Big Sexy Noise review – Lydia Lunch devours the stage with thrilling ferocity

Lydia Lunch
‘Do you know what raunch is?’ ... Lydia Lunch. Photograph: PYMCA/UIG via Getty Images

It’s hard to think of a performer who makes it clearer that you shouldn’t mess with them than Lydia Lunch. With a mouth like a sailor who just stubbed a toe, and a heart colder and blacker than onyx, Lunch walks on stage, sips from a large glass of white wine and throws up devil’s horns with ineffable nonchalance. Moments later she’s stabbing the air as if her microphone were a dagger, and grabbing punters’ heads in a manner suggesting she were anointing them, or possibly about to twist them clean off. “Do you know what raunch is?” she snarls. “You’re getting a fuckin’ lesson tonight.”

Lunch helped pioneer no wave at the dawn of the 80s with the slashing din of Teenage Jesus and the Jerks and has remained a caustic presence in the punk-rock firmament ever since. Big Sexy Noise unites her with guitarist James Johnston and drummer Ian White of guttural London greasers Gallon Drunk for the most joyfully bawdy music of her career, stripping bare the bluesy brawn of 70s heavy-rock and inverting its every cock-rock cliche to Lunch’s delight. White’s limber shuffle injects sinful grace into what could have been Neanderthal sludge, while Johnston stirs up the din of an entire band with his single guitar, hurtling between bone-simple, seamy riffs and blasts of inchoate noise.

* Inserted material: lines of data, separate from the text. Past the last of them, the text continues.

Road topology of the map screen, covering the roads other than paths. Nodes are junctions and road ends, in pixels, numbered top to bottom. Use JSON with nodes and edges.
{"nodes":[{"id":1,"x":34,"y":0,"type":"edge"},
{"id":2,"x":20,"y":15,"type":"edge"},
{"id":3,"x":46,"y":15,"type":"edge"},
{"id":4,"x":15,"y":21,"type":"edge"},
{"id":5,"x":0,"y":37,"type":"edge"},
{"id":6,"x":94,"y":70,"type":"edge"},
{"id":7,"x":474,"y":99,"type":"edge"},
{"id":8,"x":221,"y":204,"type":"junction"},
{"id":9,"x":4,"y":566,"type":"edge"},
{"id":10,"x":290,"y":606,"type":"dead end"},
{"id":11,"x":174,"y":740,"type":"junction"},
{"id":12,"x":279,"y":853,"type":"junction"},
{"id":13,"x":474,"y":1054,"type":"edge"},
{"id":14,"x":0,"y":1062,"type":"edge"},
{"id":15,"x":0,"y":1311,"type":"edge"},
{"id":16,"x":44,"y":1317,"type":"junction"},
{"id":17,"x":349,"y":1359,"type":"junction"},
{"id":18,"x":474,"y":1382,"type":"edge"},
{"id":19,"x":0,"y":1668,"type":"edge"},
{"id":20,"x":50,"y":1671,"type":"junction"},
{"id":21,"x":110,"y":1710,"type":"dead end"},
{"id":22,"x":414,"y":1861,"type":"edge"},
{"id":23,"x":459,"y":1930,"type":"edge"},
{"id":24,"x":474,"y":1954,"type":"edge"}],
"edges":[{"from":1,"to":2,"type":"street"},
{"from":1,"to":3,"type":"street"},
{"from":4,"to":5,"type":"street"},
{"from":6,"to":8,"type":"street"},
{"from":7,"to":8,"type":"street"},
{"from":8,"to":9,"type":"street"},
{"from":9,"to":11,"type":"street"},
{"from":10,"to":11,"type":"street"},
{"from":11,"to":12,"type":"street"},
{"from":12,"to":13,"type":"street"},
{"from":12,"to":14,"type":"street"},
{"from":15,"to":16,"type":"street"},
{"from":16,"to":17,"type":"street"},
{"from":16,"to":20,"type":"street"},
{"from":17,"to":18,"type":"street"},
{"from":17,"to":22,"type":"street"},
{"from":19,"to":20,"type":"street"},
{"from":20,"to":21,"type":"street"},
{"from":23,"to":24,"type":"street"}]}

Johnston, the Joe Perry to Lunch’s Steven Tyler, is a silver-haired rag-doll being hurled about the stage by his own instrument, crumpling at her feet, always subservient to her blistering, sardonic ire. Lunch, meanwhile, is gleefully, pungently abrasive. Your Love Don’t Pay My Rent, a lacerating, hilarious assault on fragile male egos, could doubtless incite baseless accusations of misandry from humourless men’s rights activists, but there’s no doubt Lunch would savour the delicious tears she’d provoke. Lunch clearly has the patience of a trigger-happy mugger, and her swagger is empowering, infectious. Announcing she won’t indulge the pantomime of strolling off and then back on stage before the encore, she also forbiddingly demands a moment of silence, “because I don’t need any shit”. The audience comply, of course. Lunch’s ferocity is a thrill to witness, but you wouldn’t want to be on the receiving end.